[Stored data entries]
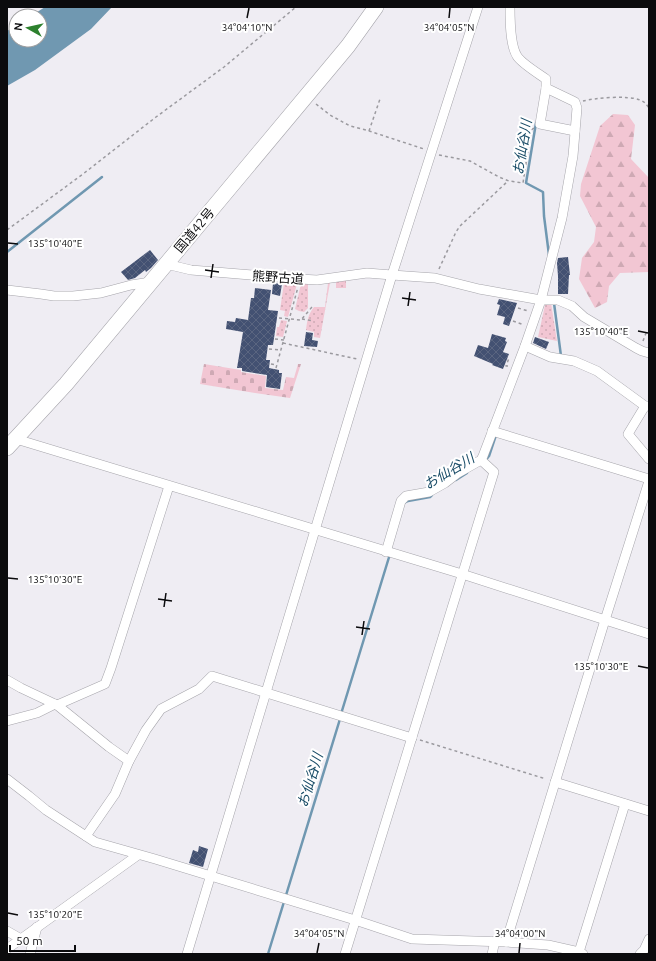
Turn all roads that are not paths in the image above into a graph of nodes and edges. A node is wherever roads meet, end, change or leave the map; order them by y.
1 (376, 7) edge
2 (478, 7) edge
3 (510, 7) edge
4 (546, 88) junction
5 (575, 131) junction
6 (166, 264) junction
7 (392, 275) junction
8 (151, 282) junction
9 (7, 290) edge
10 (541, 300) junction
11 (525, 346) junction
12 (649, 353) edge
13 (647, 406) edge
14 (492, 432) junction
15 (12, 444) edge
16 (481, 460) junction
17 (649, 460) edge
18 (649, 480) edge
19 (169, 486) junction
20 (315, 530) junction
21 (386, 552) junction
22 (462, 574) junction
23 (605, 620) junction
24 (649, 634) edge
25 (7, 680) edge
26 (266, 692) junction
27 (56, 705) junction
28 (7, 721) edge
29 (412, 738) junction
30 (128, 761) junction
31 (8, 781) edge
32 (555, 782) junction
33 (626, 804) junction
34 (649, 811) edge
35 (86, 836) junction
36 (138, 855) junction
37 (210, 876) junction
38 (355, 920) junction
39 (37, 927) junction
40 (7, 931) edge
41 (21, 939) junction
42 (649, 939) edge
43 (495, 942) junction
44 (506, 942) junction
45 (7, 949) edge
46 (582, 953) edge
47 (30, 954) edge
48 (186, 954) edge
49 (345, 954) edge
50 (492, 954) edge
51 (640, 954) edge

1 - 6 highway, 国道42号
2 - 7 street
3 - 4 street
4 - 5 street
4 - 5 street
5 - 10 street
6 - 7 street, 熊野古道
6 - 8 highway, 国道42号
7 - 10 street, 熊野古道
7 - 20 street
8 - 9 street
8 - 15 highway, 国道42号
10 - 11 street
10 - 12 street, 熊野古道
11 - 13 street
11 - 14 street
13 - 17 street
14 - 16 street
14 - 18 street
15 - 19 street
16 - 21 street
16 - 22 street
18 - 23 street
19 - 20 street
19 - 27 street
20 - 21 street
20 - 26 street
21 - 22 street
22 - 23 street
22 - 29 street
23 - 24 street
23 - 32 street
25 - 27 street
26 - 29 street
26 - 30 street
26 - 37 street
27 - 28 street
27 - 30 street
29 - 38 street
30 - 35 street
31 - 35 street
32 - 33 street
32 - 44 street
33 - 34 street
33 - 46 street
35 - 36 street
36 - 37 street
36 - 39 street
37 - 38 street
37 - 48 street
38 - 43 street
38 - 49 street
39 - 41 street
39 - 47 street
40 - 41 street
41 - 45 street
42 - 51 street
43 - 44 street
43 - 50 street
44 - 46 street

__What is being asked__
Report only how many lines in the records contain the word "highway".

__Output for this task__
3